- **Problem details**:
Please give only the number of lines in the listing below that contain "edges".

- **Given records**:
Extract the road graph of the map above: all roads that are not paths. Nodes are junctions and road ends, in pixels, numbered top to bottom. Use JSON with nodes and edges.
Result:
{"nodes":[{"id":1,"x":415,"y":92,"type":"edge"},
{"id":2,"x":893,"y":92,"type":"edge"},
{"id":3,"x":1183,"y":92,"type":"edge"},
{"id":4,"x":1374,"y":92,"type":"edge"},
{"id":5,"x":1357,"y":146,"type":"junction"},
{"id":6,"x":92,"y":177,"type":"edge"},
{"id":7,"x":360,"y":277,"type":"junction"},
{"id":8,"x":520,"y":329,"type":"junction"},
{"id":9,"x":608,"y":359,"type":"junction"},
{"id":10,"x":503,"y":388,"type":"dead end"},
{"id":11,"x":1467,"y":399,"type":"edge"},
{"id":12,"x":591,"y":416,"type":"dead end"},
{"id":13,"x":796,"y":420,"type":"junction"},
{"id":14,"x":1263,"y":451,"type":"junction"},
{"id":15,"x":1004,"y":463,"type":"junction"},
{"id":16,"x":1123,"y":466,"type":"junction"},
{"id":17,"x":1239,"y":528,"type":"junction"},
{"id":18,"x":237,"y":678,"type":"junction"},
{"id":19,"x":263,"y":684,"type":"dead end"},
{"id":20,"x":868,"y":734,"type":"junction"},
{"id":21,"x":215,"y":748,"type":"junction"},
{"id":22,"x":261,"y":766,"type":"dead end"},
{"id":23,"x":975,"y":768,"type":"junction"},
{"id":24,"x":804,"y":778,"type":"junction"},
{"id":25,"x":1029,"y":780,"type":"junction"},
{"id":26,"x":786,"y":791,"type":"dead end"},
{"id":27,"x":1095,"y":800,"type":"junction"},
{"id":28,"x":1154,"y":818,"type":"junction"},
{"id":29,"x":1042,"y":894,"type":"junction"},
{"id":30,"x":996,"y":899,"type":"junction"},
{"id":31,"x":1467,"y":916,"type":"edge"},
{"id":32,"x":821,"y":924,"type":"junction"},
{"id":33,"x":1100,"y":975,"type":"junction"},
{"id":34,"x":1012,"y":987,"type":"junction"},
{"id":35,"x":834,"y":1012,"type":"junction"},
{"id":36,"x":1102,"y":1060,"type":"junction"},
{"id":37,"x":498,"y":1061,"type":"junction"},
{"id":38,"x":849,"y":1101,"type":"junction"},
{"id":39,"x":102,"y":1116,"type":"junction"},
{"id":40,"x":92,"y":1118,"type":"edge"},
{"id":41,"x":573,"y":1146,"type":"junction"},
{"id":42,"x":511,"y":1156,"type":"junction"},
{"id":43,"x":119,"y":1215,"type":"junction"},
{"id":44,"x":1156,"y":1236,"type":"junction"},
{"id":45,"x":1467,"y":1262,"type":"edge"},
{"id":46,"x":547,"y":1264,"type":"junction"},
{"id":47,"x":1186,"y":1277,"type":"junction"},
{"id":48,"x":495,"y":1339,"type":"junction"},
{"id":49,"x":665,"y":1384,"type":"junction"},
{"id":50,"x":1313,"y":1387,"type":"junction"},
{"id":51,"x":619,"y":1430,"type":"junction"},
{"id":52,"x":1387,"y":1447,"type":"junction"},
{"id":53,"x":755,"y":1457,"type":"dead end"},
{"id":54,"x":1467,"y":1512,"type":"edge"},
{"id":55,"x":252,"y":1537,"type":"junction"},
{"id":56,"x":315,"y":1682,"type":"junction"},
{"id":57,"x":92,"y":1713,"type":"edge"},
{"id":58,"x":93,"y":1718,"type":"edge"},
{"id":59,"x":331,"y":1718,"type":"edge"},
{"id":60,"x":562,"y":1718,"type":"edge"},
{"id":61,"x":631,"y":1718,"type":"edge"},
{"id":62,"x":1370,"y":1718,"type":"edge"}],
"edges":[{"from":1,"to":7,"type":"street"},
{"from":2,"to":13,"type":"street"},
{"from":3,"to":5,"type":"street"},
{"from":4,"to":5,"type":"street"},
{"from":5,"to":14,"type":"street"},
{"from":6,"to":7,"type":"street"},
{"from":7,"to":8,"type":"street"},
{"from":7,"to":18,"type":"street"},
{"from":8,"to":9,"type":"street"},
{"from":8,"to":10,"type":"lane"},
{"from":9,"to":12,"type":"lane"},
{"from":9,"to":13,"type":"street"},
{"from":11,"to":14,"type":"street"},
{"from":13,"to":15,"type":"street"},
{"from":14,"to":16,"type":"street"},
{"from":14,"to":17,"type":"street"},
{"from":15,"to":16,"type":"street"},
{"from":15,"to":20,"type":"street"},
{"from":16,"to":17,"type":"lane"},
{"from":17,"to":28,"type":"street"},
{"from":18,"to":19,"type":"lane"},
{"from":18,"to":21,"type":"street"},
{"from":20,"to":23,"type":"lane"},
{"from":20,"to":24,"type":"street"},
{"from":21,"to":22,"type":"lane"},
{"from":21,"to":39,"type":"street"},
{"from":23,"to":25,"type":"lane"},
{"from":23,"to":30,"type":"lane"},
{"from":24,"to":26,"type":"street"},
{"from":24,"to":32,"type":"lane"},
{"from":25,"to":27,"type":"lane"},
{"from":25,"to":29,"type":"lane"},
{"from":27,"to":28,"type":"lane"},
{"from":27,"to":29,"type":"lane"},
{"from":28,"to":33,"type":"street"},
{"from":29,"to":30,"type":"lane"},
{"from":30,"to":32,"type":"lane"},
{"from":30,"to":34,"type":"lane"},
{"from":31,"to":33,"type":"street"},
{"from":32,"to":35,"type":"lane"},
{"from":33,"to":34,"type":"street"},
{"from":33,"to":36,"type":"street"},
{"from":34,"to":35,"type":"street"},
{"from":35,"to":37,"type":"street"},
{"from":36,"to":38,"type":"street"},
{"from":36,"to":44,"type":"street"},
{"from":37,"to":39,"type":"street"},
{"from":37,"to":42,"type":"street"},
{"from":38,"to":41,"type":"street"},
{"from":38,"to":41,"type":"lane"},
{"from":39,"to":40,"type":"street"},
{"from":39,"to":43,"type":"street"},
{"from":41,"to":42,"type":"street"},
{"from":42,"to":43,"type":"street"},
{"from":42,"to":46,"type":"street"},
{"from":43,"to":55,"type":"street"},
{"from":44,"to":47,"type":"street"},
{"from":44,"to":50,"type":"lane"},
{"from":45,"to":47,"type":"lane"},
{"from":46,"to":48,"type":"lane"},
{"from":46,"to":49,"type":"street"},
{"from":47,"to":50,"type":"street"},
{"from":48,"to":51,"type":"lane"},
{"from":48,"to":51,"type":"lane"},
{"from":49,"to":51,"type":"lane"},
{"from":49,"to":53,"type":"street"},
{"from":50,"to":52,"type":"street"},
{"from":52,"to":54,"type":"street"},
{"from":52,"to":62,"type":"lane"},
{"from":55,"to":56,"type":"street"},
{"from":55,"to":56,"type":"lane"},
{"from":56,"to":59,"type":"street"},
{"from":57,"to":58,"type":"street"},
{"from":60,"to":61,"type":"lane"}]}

- **Exercise solution**:
2